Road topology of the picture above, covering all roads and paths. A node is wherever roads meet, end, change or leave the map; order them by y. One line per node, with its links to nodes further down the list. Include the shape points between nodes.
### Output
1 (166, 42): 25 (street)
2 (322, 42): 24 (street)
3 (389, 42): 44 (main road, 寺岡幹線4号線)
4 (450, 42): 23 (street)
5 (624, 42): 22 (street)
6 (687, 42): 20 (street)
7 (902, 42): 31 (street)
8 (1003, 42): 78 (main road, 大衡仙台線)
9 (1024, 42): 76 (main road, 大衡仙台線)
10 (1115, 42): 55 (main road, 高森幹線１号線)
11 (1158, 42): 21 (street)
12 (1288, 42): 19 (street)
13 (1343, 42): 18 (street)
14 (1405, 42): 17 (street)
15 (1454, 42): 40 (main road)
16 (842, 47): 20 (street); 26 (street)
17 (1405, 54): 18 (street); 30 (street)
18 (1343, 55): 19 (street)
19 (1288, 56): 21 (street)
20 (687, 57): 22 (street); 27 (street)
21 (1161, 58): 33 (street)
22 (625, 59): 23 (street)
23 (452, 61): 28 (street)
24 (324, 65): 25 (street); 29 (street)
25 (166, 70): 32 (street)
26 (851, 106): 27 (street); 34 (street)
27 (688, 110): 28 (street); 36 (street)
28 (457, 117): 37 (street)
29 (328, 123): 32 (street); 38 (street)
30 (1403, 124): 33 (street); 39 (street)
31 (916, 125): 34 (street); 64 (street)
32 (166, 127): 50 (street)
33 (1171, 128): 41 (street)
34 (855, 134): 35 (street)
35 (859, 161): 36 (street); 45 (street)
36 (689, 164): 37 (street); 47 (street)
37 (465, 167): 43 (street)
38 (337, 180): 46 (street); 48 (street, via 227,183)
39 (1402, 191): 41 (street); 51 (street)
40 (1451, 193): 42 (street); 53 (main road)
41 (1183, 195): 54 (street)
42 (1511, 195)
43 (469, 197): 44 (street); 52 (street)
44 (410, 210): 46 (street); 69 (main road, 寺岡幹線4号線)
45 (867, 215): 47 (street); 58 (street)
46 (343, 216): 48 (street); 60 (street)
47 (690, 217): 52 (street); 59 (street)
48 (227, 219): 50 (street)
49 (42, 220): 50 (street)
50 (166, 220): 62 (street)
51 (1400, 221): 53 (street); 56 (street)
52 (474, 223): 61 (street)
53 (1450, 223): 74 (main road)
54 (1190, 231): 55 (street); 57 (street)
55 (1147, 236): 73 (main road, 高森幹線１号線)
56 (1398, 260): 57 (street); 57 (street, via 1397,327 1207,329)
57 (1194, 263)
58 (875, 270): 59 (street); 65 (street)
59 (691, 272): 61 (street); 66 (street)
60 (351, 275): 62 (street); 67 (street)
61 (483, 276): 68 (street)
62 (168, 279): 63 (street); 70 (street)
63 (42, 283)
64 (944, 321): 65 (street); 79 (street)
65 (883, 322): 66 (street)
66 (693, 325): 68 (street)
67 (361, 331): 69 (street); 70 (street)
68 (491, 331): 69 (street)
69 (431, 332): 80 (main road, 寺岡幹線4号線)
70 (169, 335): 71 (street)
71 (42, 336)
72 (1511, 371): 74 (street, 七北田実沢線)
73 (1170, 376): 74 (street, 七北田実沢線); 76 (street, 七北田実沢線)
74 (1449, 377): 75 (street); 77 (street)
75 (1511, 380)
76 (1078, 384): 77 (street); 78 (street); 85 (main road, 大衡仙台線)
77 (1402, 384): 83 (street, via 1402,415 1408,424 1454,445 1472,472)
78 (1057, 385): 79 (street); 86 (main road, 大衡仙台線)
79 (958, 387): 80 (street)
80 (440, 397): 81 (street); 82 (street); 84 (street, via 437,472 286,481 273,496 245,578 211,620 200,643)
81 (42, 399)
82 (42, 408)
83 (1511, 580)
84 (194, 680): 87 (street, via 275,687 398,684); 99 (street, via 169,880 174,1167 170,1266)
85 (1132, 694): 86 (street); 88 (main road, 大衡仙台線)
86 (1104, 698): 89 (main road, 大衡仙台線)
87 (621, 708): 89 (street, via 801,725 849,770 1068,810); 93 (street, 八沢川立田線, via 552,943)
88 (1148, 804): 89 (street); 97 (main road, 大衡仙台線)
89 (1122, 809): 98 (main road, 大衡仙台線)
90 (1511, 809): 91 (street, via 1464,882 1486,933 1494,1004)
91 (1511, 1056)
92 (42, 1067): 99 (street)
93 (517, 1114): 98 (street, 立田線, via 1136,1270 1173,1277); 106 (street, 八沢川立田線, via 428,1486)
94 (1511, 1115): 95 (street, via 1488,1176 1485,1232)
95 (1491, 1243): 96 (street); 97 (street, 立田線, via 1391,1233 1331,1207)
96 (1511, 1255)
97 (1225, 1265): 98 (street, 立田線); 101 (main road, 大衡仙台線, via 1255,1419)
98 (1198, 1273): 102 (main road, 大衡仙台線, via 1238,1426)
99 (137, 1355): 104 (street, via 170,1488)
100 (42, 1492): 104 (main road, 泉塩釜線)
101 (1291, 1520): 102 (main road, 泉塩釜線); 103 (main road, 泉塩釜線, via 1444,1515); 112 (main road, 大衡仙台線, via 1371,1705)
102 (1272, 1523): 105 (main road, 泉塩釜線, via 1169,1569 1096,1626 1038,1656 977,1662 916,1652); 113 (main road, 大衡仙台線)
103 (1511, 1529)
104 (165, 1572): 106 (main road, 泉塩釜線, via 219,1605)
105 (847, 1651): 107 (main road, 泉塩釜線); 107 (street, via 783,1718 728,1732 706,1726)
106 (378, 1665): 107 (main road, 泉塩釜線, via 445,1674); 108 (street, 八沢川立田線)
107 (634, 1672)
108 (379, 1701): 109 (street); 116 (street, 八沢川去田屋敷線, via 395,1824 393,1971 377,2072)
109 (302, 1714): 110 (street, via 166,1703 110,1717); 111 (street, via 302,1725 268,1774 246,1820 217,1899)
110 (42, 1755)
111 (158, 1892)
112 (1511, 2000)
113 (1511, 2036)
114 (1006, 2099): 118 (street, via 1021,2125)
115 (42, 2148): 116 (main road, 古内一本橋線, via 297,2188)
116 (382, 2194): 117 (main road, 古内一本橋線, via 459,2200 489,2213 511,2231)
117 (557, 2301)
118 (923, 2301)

◇ ◇ ◇ ◇ ◇ ◇ ◇

• _WHAT NEEDS TO BE DONE_: Which lines of the records above contain the word "大衡仙台線"? Report each one.

• _RESPONSE_:
8 (1003, 42): 78 (main road, 大衡仙台線)
9 (1024, 42): 76 (main road, 大衡仙台線)
76 (1078, 384): 77 (street); 78 (street); 85 (main road, 大衡仙台線)
78 (1057, 385): 79 (street); 86 (main road, 大衡仙台線)
85 (1132, 694): 86 (street); 88 (main road, 大衡仙台線)
86 (1104, 698): 89 (main road, 大衡仙台線)
88 (1148, 804): 89 (street); 97 (main road, 大衡仙台線)
89 (1122, 809): 98 (main road, 大衡仙台線)
97 (1225, 1265): 98 (street, 立田線); 101 (main road, 大衡仙台線, via 1255,1419)
98 (1198, 1273): 102 (main road, 大衡仙台線, via 1238,1426)
101 (1291, 1520): 102 (main road, 泉塩釜線); 103 (main road, 泉塩釜線, via 1444,1515); 112 (main road, 大衡仙台線, via 1371,1705)
102 (1272, 1523): 105 (main road, 泉塩釜線, via 1169,1569 1096,1626 1038,1656 977,1662 916,1652); 113 (main road, 大衡仙台線)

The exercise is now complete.